One of the top-rated biking and hiking trails in America is the McKenzie River Trail in Eugene, Oregon. The riding season for the MRT is June-October, so now is the perfect time to get up there. There are mountain resorts waiting for guests, but they fill up quickly in peak seasons, so be sure to call ahead if you are making your way to the area for a weekend excursion. The entire forest is old growth and the waters within are the brightest of blue, with rushing white rapids from the river nearby. Travel through the trail until you reach Tamolitch Pool, which is a topaz-colored basin in which the waterfall flows into. It is called a pool because the fall only flows a select few times a year, and the remaining months it stays completely dry.

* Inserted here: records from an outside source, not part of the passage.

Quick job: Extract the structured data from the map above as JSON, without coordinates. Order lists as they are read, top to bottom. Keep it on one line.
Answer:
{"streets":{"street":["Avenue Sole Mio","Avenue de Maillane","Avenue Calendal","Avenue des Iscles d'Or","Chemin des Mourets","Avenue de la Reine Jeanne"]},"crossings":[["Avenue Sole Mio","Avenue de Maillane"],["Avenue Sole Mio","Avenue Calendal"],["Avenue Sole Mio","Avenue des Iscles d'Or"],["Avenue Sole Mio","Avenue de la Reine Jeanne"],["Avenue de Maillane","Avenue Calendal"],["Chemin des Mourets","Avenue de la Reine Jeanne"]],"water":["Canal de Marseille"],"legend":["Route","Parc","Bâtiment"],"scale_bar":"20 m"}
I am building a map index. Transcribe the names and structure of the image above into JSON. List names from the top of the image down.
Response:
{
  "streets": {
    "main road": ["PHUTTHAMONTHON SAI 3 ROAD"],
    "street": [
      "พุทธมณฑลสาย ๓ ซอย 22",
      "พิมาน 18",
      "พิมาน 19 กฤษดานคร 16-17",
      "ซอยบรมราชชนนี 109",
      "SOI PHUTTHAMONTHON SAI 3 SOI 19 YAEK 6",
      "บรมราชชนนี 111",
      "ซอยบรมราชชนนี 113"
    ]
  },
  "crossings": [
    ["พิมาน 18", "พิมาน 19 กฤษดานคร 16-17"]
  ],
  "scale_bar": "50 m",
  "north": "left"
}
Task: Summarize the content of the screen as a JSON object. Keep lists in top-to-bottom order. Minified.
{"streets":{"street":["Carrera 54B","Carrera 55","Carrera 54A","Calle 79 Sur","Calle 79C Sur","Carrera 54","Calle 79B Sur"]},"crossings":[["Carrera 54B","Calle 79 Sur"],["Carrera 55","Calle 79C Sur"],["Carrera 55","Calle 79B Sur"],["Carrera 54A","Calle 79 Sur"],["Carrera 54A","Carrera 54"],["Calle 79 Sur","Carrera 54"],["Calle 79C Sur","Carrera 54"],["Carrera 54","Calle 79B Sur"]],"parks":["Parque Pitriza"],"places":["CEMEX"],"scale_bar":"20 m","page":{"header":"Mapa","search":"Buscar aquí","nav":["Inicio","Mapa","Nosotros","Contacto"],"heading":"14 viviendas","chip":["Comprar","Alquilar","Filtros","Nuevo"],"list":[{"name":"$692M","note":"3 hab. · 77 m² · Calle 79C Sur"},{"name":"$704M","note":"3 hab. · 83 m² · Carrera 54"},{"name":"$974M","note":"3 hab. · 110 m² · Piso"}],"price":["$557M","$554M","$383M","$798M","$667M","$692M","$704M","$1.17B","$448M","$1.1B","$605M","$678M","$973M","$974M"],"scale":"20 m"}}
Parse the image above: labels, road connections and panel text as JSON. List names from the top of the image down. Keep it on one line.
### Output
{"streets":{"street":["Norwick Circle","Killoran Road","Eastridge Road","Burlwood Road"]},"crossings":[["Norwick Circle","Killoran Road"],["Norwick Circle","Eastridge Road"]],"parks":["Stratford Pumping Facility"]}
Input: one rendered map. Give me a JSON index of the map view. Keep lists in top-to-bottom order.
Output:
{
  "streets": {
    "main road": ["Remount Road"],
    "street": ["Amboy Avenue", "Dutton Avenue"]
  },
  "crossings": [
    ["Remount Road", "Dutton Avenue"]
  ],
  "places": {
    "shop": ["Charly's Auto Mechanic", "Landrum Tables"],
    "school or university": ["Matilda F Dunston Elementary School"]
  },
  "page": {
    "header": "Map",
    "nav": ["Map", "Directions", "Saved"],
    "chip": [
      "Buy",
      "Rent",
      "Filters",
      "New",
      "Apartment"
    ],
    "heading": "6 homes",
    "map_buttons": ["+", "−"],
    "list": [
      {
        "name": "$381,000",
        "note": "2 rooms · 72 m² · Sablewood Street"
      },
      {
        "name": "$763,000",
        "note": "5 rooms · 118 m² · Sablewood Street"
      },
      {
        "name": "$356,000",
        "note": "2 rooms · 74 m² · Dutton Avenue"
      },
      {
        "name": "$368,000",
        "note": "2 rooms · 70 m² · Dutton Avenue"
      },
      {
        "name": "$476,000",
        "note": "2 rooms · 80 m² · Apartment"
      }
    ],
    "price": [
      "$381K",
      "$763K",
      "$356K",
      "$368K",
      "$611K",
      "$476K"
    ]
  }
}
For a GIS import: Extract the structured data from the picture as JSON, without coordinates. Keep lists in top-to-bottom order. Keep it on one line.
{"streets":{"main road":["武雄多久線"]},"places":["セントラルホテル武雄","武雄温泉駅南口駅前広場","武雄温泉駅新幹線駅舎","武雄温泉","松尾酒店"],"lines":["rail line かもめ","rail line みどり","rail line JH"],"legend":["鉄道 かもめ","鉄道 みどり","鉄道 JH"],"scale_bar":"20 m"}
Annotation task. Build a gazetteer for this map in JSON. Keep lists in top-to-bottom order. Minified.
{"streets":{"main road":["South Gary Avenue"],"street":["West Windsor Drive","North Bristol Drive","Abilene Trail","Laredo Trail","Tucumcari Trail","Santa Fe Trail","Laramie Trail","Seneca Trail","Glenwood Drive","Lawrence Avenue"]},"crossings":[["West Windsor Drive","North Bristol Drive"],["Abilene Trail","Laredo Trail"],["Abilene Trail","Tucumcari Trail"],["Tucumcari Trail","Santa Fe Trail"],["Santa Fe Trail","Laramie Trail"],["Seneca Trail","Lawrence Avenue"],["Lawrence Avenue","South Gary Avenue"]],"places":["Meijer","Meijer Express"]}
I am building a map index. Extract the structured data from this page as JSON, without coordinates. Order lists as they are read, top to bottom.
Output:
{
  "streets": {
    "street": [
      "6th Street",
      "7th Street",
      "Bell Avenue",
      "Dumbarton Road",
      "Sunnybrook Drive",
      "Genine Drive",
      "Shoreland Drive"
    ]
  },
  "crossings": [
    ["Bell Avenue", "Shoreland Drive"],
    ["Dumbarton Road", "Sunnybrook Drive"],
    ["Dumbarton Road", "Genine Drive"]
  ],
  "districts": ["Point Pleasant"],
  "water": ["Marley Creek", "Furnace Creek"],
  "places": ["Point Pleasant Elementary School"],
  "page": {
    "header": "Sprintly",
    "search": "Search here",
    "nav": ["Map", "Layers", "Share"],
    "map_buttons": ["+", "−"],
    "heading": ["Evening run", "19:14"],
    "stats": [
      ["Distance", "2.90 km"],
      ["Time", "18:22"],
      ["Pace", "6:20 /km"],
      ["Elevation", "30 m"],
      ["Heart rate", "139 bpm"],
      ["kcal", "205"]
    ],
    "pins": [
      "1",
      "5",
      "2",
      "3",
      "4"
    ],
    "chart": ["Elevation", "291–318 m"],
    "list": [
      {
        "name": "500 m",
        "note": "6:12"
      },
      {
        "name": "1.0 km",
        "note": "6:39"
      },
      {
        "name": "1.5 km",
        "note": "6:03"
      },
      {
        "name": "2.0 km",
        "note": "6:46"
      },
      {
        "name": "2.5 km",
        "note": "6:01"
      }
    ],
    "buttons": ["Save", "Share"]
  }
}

The water is so blue and so clear that the pool looks to be only a few feet in depth, but is in fact over 30 feet deep! Take a dip after your ride, it will feel amazing.
A moderate trail worth exploring is the Deep Step Trail in Sumter National Forest, South Carolina. The Deep Step Trail is part of the Forks Areas Trail System, and it is comprised of several hardcore loops and turns that will send you flying down to the bottom in no time at all. It is a steep climb to the summit, but it is also the shortest trail of the system, at only 5 miles long. This length, along with the options to follow different lines, makes Deep Step an ideal trail for beginners, as well as more experienced riders. If you enjoy Deep Step, the next challenge would be the Great Wall Trail (within the same Forks Area), which is about 3 miles longer than Deep Step, and more difficult to maneuver in certain areas.
If you are looking for an upstate trail that is friendly during the summer season, then make your way to the Finger Lakes Trail of New York. You will want to travel to Letchworth State Park for the FLT Branch that is open to biking during the summer, as most of the Finger Lakes Trail is closed to bikes. The season for bikes opens on the first of June, unless the grounds are dry enough to open earlier. The trail will start at the Hogsback Overlook parking lot and move inland, where it will follow closely the deepest part of the lower gorge – don’t look down! There are outstanding views from the side-trails that lead to small overlooks, and the pathway eventually leads to a “long decline.” The entire trail has been rated as difficult, and at just under 22 miles of pure flirtation with the plunging gorges and cliffs, we can see why. Don’t relax your muscles here; you are going to want to stay on top of things, literally.